13. The rotor of claim 12 wherein the molded insert is positioned in the plurality of recesses of the first end plate and the second end plate.

14. The rotor of claim 10 wherein the molded insert extends over at least 10% of an outer surface of the one of the magnets.

15. The electric machine of claim 14 wherein the outer surface of each of the magnets is at least 50% covered by the molded insert.

16. The electric machine of claim 10 wherein the magnets are dimensioned for insertion in a radial direction in the slots.

17. The electric machine of claim 10 wherein the molded insert is comprised of a plastic material.

18. The electric machine of claim 10 wherein the first plurality of fingers extend from a first plate that is fixedly connected to an axle and wherein the second plurality of fingers extend from a second plate that is fixedly connected to the axle.

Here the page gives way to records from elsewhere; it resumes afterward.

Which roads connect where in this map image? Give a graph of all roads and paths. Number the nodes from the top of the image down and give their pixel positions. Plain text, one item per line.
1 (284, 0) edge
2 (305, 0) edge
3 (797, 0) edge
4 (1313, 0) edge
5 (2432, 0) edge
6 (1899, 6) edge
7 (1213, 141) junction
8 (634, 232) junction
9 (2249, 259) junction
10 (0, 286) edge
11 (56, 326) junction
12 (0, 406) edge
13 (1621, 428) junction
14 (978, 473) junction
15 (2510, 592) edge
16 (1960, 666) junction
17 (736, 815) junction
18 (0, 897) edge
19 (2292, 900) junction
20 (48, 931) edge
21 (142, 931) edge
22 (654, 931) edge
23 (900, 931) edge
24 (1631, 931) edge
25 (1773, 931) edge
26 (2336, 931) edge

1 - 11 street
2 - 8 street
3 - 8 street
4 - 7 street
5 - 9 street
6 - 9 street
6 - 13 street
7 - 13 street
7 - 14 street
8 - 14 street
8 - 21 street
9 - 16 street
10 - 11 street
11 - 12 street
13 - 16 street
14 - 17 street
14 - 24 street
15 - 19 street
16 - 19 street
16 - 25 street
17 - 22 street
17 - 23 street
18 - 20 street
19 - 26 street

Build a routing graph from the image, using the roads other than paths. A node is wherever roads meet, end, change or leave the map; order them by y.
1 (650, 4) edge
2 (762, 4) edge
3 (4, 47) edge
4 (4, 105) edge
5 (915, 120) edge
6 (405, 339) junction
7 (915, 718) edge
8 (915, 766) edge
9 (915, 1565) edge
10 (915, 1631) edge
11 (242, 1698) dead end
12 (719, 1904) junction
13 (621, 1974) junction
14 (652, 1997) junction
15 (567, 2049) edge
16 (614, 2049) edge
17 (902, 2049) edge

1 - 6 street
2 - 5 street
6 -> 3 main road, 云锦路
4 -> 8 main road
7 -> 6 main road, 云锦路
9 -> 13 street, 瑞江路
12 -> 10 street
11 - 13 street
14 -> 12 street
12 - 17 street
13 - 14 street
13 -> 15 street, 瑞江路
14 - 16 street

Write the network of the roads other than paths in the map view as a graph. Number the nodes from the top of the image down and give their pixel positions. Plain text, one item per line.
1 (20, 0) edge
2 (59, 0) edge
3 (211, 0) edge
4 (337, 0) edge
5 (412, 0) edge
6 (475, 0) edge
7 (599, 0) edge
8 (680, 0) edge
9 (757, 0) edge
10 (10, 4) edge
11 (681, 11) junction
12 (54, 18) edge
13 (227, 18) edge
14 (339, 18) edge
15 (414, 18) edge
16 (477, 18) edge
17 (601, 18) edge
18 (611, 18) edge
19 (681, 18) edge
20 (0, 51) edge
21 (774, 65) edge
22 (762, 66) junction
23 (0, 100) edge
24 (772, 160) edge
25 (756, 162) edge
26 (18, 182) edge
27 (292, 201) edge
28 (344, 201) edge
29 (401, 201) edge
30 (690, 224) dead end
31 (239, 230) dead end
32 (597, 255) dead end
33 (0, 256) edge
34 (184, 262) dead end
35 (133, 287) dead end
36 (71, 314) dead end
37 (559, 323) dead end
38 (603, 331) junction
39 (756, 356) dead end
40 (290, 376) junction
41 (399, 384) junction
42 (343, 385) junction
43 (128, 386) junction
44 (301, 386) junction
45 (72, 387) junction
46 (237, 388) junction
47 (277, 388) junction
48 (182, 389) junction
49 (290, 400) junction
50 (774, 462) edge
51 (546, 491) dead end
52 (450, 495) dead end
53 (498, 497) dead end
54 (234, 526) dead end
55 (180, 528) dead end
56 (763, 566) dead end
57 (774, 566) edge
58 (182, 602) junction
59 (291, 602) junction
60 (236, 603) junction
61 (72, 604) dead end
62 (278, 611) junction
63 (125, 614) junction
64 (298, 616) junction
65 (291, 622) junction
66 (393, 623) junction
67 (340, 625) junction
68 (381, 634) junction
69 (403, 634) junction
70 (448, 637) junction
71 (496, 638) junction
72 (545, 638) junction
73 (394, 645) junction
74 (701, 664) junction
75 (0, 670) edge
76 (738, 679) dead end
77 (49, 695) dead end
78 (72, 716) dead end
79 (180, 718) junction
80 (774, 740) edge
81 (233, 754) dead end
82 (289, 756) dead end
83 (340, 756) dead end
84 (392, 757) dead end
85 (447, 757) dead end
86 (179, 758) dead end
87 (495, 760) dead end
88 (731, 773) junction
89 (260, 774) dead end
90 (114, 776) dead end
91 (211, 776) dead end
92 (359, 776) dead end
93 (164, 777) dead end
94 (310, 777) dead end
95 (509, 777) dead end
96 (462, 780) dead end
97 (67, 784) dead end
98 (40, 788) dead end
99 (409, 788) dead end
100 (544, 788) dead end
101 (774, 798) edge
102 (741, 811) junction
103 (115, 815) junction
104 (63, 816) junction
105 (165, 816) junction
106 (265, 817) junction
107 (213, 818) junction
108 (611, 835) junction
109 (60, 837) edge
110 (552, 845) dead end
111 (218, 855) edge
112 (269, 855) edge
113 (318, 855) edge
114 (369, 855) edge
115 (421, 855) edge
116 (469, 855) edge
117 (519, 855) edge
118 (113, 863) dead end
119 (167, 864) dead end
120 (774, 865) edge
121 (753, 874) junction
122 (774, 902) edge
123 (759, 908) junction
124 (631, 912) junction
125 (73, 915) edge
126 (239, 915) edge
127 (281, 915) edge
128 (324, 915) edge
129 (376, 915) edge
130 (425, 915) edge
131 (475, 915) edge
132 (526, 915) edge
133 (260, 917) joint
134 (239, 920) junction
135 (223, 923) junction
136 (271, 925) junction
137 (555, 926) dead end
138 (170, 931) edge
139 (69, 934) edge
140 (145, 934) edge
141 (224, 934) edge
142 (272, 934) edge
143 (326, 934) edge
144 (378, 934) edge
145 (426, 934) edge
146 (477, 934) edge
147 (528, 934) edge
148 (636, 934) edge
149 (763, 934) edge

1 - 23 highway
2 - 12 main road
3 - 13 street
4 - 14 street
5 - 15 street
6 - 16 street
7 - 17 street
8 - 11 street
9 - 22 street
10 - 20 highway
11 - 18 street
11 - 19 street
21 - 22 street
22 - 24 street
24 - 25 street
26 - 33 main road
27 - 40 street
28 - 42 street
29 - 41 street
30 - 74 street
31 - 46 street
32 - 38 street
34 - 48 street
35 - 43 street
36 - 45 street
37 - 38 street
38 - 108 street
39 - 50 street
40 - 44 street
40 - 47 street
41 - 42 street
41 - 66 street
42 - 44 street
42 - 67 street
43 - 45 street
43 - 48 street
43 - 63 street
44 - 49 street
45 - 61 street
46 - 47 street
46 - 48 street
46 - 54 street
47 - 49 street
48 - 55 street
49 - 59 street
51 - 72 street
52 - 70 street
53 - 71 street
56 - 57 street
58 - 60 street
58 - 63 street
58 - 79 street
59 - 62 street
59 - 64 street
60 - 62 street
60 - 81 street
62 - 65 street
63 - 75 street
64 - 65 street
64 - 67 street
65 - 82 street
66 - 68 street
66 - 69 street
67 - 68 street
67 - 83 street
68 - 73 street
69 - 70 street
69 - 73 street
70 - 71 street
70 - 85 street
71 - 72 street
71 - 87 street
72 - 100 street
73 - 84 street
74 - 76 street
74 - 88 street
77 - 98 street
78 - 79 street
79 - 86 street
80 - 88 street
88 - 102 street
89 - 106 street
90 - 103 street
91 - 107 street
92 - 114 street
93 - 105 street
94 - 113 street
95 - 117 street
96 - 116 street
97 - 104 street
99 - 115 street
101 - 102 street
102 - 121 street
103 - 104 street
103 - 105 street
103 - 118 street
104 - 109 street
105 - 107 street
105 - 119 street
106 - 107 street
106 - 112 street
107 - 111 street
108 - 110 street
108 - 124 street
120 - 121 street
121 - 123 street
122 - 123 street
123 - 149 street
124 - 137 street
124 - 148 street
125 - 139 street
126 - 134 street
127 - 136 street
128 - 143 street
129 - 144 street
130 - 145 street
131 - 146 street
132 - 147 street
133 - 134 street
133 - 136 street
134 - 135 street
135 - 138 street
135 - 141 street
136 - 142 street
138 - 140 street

19. A rotor for an electric machine comprising:

a first claw-pole segment including a plurality of first fingers extending from a first end member, each of the plurality of first fingers extending from the first end member at a knuckle, the first end member including a plurality of recesses, each of the plurality of recesses formed in the first end member between a pair of knuckles;

a second claw-pole segment including a plurality of second fingers extending from a second end member, each of the plurality of second fingers extending from the second end member at a knuckle and extending between a pair of first fingers, the second end member further including a plurality of recesses, each of the plurality of recesses formed in the second end member between a pair of knuckles;

a plastic insert positioned in at least one of the plurality of recesses of the first end member and the second end member; and

a plurality of magnets at least partially covered by the plastic insert.